STORED DATA START
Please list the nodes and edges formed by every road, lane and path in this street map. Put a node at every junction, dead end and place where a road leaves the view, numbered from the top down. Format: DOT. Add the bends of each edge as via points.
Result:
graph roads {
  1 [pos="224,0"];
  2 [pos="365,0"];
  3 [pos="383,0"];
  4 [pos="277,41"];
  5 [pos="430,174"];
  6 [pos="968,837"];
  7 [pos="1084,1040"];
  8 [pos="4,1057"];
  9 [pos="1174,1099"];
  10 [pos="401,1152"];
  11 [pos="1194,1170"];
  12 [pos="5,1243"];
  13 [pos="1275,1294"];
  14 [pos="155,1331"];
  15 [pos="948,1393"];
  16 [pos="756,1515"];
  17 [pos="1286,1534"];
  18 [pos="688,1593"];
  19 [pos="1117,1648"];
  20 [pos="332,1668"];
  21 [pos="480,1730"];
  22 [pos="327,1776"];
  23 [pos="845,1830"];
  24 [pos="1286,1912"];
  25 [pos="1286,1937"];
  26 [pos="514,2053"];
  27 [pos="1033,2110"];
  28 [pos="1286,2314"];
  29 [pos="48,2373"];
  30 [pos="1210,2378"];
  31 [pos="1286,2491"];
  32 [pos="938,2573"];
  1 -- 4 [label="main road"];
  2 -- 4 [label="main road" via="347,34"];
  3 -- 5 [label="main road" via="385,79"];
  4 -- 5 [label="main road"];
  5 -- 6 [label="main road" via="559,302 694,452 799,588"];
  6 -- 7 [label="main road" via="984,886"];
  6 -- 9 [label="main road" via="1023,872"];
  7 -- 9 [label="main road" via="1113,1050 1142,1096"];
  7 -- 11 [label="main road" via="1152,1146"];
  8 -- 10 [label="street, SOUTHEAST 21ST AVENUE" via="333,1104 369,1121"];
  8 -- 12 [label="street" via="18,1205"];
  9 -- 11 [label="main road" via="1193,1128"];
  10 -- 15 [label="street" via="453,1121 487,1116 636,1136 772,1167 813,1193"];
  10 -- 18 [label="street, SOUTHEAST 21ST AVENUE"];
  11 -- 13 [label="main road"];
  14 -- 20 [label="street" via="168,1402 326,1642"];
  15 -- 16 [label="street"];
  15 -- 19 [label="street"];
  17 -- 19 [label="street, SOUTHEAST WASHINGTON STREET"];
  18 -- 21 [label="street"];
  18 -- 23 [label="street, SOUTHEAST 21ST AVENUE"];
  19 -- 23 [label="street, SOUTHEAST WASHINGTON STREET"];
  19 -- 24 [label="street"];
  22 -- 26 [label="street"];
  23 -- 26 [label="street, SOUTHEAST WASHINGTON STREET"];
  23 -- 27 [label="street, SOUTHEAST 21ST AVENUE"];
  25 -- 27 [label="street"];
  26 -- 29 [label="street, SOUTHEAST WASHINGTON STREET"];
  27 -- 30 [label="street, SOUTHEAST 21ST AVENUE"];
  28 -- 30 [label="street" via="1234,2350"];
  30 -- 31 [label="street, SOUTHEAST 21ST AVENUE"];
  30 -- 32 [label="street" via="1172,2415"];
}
STORED DATA END
Find the lines that mention "WASHINGTON" in the entries and show them.

EXERCISE ANSWER:
  17 -- 19 [label="street, SOUTHEAST WASHINGTON STREET"];
  19 -- 23 [label="street, SOUTHEAST WASHINGTON STREET"];
  23 -- 26 [label="street, SOUTHEAST WASHINGTON STREET"];
  26 -- 29 [label="street, SOUTHEAST WASHINGTON STREET"];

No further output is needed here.